Having children after diagnosis

I was diagnosed with MS when I was 31. I had only recently got engaged and becoming a father seemed like it would be a natural progression for me. Throw MS into the mix, however, and there’s a lot more to consider. For example, fertility became a major factor when deciding which medication to take. I was given information packs regarding each course of medication that I was considered eligible for. Some affect fertility in both men and women, some affect a woman’s fertility only and other’s don’t affect fertility at all. My condition was stable so I only considered medication that would not affect my fertility. Thankfully less than a year after starting medication we were expecting our first child.
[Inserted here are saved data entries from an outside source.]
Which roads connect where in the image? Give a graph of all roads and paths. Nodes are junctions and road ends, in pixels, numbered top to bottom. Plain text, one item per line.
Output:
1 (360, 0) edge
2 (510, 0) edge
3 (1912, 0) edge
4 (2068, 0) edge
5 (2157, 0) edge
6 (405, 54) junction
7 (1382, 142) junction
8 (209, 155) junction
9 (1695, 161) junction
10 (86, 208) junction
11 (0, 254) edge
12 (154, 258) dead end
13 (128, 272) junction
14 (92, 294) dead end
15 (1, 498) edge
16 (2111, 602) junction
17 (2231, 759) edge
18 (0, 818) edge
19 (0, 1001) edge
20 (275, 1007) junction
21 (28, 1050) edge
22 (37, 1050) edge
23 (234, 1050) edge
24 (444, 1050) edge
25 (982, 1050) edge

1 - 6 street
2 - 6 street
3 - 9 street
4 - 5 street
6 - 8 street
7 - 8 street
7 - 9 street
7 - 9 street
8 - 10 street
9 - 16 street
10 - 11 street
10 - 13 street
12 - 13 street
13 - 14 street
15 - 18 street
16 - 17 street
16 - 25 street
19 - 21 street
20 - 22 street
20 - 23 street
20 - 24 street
Oliver was born in January 2017 – almost 2 years to the day after my doctor advised me that my MRI results came back indicating it was MS causing the blurred vision, dizziness and fatigue. After a week in the hospital we were allowed to bring him home. The moment I got in the car, ready to drive my wife and our newborn son home to start our new life, was the most life affirming moment I have ever experienced. The journey was well and truly underway. I was expecting the sleepless nights to start immediately. I almost felt guilty that he slept so much initially, particularly when I had heard the struggles so many have with newborns. This allowed me to combat fatigue in my usual manner which I was grateful for.

The sleep deprivation, however, kicked in about 3 months later. It got to the stage were I could no longer tell the difference between fatigue and lack of sleep. The sleeping arrangements changed regularly – from sleeping in his cot, to co-sleeping with his Mam and I, to just co-sleeping with his Mam, to just co-sleeping with his Dad. There’s plenty of books out there to help with these scenarios but sometimes you just have to go with your gut instinct too. When Oliver was 18 months old we received advice from a midwife and qualified sleep consultant who gave us a routine to work with.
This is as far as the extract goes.